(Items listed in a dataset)

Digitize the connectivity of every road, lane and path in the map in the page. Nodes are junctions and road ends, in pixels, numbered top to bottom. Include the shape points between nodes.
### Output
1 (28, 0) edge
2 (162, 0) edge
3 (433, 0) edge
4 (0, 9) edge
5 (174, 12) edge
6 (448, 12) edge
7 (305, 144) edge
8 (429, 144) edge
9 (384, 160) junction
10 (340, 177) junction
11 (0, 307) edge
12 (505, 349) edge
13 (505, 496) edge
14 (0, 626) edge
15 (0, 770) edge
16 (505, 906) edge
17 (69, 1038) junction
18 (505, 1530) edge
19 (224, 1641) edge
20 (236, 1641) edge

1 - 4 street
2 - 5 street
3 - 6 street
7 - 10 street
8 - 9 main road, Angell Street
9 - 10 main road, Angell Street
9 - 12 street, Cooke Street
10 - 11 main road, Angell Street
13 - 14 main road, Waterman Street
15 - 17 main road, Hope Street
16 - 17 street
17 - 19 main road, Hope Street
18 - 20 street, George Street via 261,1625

__What is being asked__. The records need to be copied exactly, with no line left out.

__Your solution__.
Digitize the connectivity of every road, lane and path in the map in the page. Nodes are junctions and road ends, in pixels, numbered top to bottom. Include the shape points between nodes.
### Output
1 (28, 0) edge
2 (162, 0) edge
3 (433, 0) edge
4 (0, 9) edge
5 (174, 12) edge
6 (448, 12) edge
7 (305, 144) edge
8 (429, 144) edge
9 (384, 160) junction
10 (340, 177) junction
11 (0, 307) edge
12 (505, 349) edge
13 (505, 496) edge
14 (0, 626) edge
15 (0, 770) edge
16 (505, 906) edge
17 (69, 1038) junction
18 (505, 1530) edge
19 (224, 1641) edge
20 (236, 1641) edge

1 - 4 street
2 - 5 street
3 - 6 street
7 - 10 street
8 - 9 main road, Angell Street
9 - 10 main road, Angell Street
9 - 12 street, Cooke Street
10 - 11 main road, Angell Street
13 - 14 main road, Waterman Street
15 - 17 main road, Hope Street
16 - 17 street
17 - 19 main road, Hope Street
18 - 20 street, George Street via 261,1625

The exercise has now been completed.